С одним из Пушкиных мне все же удалось разговориться. Я сразу постарался успокоить его, заявив, что я — человек здесь случайный и к великим не принадлежу. Хотя поэзию чрезвычайно ценю.

— Какую? — прищурился он.

— Именно пушкинскую, — ответил я, — самую настоящую!

— Значит, мою, — заключил он уверенно. — Ну, а этого самозванца, — он указал на другого гения, спящего, густо похрапывающего в углу, — ты не слушай. Все, что у него есть лучшего, он просто крадет. Он, к примеру, тяпнул у меня „Пиковую даму" и не признается. Я уж лупил его за это…

Читая эти строки, вы, вероятно, можете подивиться тому, что в недрах Сибири, в этой дикой глуши, так много людей, знающих поэзию, любящих ее, вообще как-то приобщенных к литературе… Но удивляться здесь, в сущности, нечему. Нельзя забывать, что Сибирь — страна особая, необычная. Это страна ссыльных интеллигентов! За время царствования династии Романовых, например, в Сибирь ушло несколько сотен российских дворян. Туда, год за годом, брели по этапу опальные заговорщики, франкмасоны, религиозные сектанты, а затем просветители. А вслед за ними декабристы. Потом последовала новая, гораздо более мощная волна, порожденная пролетарской революцией. В сталинский период количество ссыльных интеллигентов исчислялось уже не сотнями, а тысячами… И все они оседали в Сибири надолго, обзаводились семьями. И, естественно, оставляли в этой глуши какие-то свои следы. Один из таких следов — любовь к книгам, к чтению…
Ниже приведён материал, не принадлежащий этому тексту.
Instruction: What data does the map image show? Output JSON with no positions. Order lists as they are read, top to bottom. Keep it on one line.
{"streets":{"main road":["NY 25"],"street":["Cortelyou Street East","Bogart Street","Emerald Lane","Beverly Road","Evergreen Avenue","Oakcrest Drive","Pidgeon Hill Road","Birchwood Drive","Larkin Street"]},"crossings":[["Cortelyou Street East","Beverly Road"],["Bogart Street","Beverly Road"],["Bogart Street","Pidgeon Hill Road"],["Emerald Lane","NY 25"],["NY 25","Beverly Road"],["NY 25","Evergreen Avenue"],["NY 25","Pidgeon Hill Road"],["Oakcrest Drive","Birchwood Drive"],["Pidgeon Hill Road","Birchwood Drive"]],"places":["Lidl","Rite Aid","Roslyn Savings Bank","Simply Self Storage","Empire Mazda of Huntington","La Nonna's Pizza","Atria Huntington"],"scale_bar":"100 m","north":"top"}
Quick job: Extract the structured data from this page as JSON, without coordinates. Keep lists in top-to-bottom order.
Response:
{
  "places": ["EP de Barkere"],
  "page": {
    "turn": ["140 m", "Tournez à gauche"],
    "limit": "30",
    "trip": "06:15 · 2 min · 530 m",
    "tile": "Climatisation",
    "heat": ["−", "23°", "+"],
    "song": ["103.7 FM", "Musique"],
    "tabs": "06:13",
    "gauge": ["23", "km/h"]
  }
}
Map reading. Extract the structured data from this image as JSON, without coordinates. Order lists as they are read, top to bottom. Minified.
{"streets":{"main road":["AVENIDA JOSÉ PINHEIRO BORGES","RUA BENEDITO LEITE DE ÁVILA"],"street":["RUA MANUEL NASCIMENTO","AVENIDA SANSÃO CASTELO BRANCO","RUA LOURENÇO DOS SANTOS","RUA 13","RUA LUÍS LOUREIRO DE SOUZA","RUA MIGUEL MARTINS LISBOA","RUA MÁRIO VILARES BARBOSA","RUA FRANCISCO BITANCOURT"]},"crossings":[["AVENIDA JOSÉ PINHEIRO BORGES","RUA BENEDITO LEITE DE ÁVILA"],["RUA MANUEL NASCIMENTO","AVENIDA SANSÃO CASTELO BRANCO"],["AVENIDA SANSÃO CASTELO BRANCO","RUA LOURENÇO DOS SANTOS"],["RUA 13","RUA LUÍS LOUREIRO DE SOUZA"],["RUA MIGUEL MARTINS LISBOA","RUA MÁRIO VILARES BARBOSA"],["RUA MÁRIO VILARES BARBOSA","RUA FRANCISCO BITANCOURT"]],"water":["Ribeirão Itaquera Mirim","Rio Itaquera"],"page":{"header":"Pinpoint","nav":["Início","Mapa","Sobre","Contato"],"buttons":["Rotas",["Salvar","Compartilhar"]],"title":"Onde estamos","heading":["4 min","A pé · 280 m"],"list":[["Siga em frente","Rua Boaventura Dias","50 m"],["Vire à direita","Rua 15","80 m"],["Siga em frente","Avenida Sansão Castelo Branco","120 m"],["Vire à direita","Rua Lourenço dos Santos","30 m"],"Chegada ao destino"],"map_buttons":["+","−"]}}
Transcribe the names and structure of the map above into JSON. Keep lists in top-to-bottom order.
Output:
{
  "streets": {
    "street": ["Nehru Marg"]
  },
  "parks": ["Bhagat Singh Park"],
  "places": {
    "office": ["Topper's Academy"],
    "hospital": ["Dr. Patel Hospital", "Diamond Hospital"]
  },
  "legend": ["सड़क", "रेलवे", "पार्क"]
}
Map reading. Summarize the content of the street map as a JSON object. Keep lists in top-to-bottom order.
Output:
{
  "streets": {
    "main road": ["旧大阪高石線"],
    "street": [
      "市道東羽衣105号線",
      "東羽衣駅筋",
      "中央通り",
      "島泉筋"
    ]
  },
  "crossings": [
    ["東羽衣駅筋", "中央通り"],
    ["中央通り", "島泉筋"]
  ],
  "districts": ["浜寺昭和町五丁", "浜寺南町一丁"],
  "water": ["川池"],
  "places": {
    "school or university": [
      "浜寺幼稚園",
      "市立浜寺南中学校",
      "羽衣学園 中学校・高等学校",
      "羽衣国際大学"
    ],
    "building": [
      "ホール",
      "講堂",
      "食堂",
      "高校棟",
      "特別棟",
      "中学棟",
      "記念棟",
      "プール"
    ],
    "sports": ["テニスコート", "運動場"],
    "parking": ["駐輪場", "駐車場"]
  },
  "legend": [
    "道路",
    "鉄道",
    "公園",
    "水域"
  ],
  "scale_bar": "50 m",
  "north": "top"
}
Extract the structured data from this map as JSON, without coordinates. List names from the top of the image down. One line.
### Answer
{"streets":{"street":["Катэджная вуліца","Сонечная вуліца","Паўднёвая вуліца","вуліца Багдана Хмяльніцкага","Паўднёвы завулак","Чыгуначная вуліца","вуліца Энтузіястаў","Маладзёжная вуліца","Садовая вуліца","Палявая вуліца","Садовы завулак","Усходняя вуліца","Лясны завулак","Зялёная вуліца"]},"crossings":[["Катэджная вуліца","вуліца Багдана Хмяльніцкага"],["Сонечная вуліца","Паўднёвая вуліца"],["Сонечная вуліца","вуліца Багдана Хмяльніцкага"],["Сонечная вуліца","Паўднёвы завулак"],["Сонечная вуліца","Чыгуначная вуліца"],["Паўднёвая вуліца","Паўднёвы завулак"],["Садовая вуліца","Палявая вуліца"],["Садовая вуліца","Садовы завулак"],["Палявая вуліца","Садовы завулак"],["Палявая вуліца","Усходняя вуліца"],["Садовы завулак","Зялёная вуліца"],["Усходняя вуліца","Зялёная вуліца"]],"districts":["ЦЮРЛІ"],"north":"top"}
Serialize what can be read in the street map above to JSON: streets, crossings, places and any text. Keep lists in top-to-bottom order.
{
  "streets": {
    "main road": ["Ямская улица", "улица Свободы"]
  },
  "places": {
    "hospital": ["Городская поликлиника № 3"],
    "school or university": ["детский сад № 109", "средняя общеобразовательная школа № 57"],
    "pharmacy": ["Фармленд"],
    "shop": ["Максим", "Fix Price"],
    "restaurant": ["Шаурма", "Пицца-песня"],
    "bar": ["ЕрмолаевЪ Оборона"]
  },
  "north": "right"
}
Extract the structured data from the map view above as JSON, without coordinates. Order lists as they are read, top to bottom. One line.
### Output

Но есть и оборотная сторона медали. Любовь к чтению — важный элемент культуры, но все же недостаточный. Монтень говорил: „вся беда — от полуобразованности". И это очень верно! Ведь полуобразованный человек — как правило — это человек, лишенный всяких корней. Он никто. По определению Монтеня, „он уже не крестьянин и еще — не философ". Отравленный беспорядочным чтением и не получивший правильного образования, он мечется и плутает; что-то ищет и не знает — что… И если к этому еще добавить традиционный идиотизм захолустной российской жизни, то тут и впрямь нетрудно свихнуться и угодить в тринадцатую палату. Или же — к меланхоликам…

Впрочем, попасть туда можно и при других обстоятельствах и с любым дипломом… Но мы рассматриваем сейчас самый простой вариант.